AmmPower Aims to Put Green Ammonia Plants on Market by Late 3Q

Technology company AmmPower Corp., Vancouver, said on Feb. 9 that fertilizer dealers and distributors can have their very own green anhydrous ammonia plant for $3-$3.5 million.

The company said its Independent Ammonia Making Machines (IAMM™) can make four metric tons of ammonia per day, and the company aims for the first units to be available by late third-quarter 2022. Ammpower said it is now in discussions with potential customers regarding placing orders and delivery times. 

“The market has been extremely receptive to the concept of distributed ammonia production,” said Eric Kelley, AmmPower Director of Sales and Marketing, Agriculture. “The targeted pricing of the unit is intended to be disruptive and will represent an economically feasible solution for our intended customer base.”

“We are pleased with the response that our planned IAMM™ units are receiving,” said AmmPower CEO Gary Benninger. “The distributed production concept puts the control of the ammonia production closer to the end user and allows distributors and retailers to avoid the logistical supply problems that they so often encounter.”

AmmPower is currently completing assembly of its green ammonia synthesis demonstration unit, which will have a capacity or 50 kilograms per day (GM Nov. 5, 2021). It said this technology is scalable and will be used for the IAMM™ units.

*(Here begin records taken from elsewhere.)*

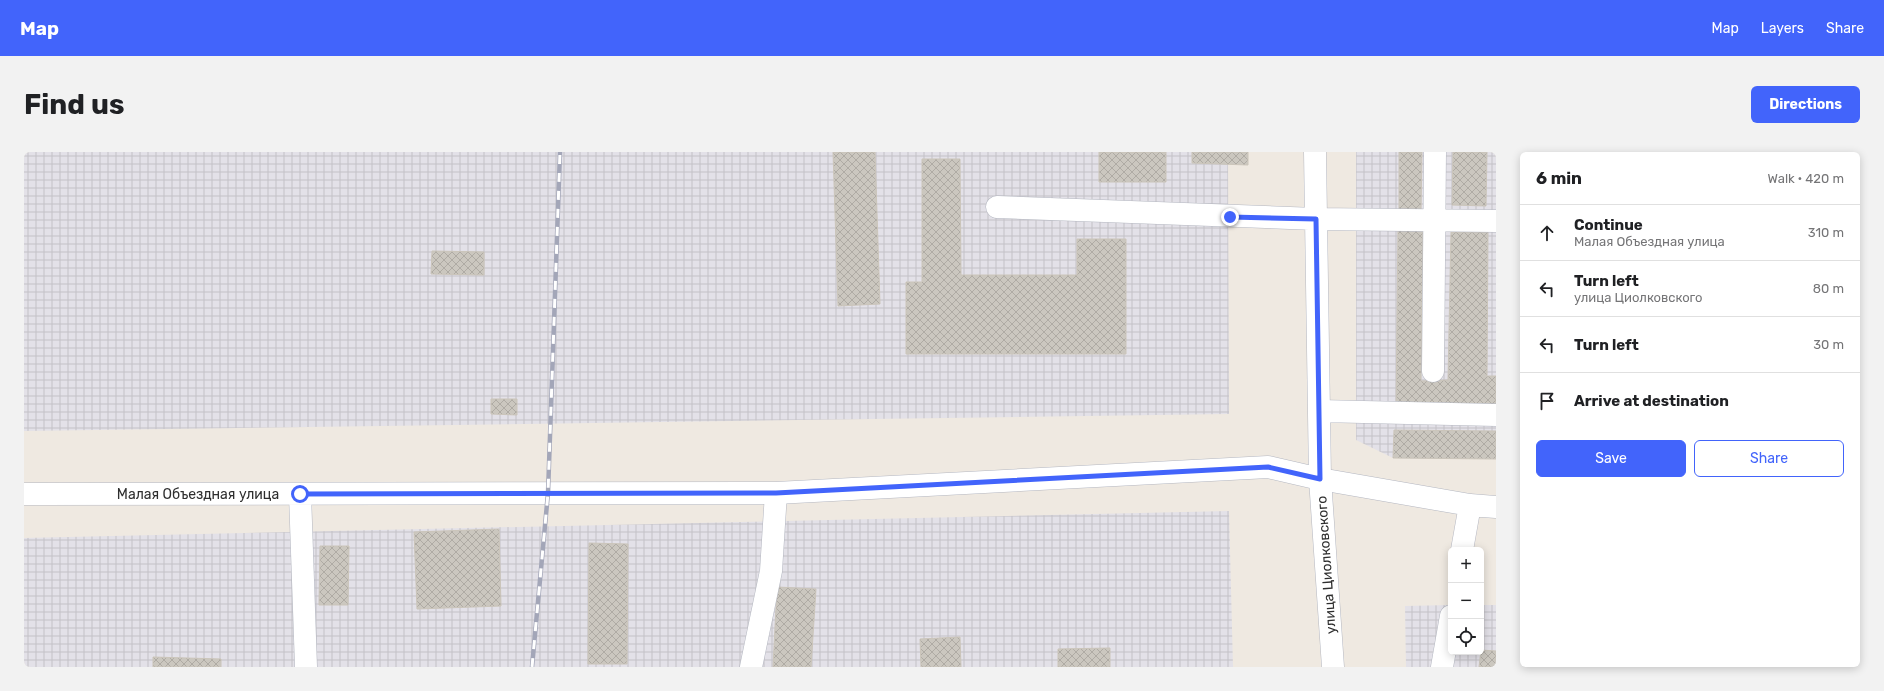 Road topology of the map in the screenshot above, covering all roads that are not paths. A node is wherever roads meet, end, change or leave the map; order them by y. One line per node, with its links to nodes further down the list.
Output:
1 (1315, 152): 4 (street, улица Циолковского)
2 (1435, 152): 5 (street)
3 (996, 208): 4 (street)
4 (1316, 219): 5 (street); 8 (street, улица Циолковского)
5 (1435, 220): 6 (street); 7 (street)
6 (1496, 221)
7 (1433, 371)
8 (1320, 411): 9 (street); 10 (street, улица Циолковского)
9 (1496, 415)
10 (1320, 479): 11 (street, Малая Объездная улица); 14 (street, Малая Объездная улица); 20 (street, улица Циолковского)
11 (776, 493): 13 (street, Малая Объездная улица); 19 (street)
12 (24, 494): 13 (street, Малая Объездная улица)
13 (300, 494): 18 (street)
14 (1470, 505): 15 (street, Малая Объездная улица); 16 (street)
15 (1496, 507)
16 (1463, 547)
17 (1450, 619): 21 (street)
18 (306, 667)
19 (751, 667)
20 (1333, 667)
21 (1442, 667)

In addition to the small ammonia plants aimed at the agriculture market, AmmPower has also recently announced plans for large green ammonia plants in Louisiana and Brazil (GM Feb. 4, p. 28; July 30, 2021).

Compass Fertilizer Earnings Up on Prices; Shares Drop on Salt Guidance

Compass Minerals, Overland Park, Kan., said on Feb. 8 that its Plant Nutrition segment posted fourth-quarter operating earnings of $9.5 million, up from the year-ago $3.3 million, on higher prices and lower volumes. Average prices were $660/st, up from $548/st, while volumes were off at 83,000 st from 143,000 st.

Total sales for the segment were $54.6 million, down from $78.2 million. EBITDA was up at $18.3 million from $12.3 million.

On a year-over-year basis, the company continues to expect sulfate of potash pricing strength in the fiscal 2022 first half to more than offset lower sales volumes, resulting in improved Plant Nutrition margins and profitability.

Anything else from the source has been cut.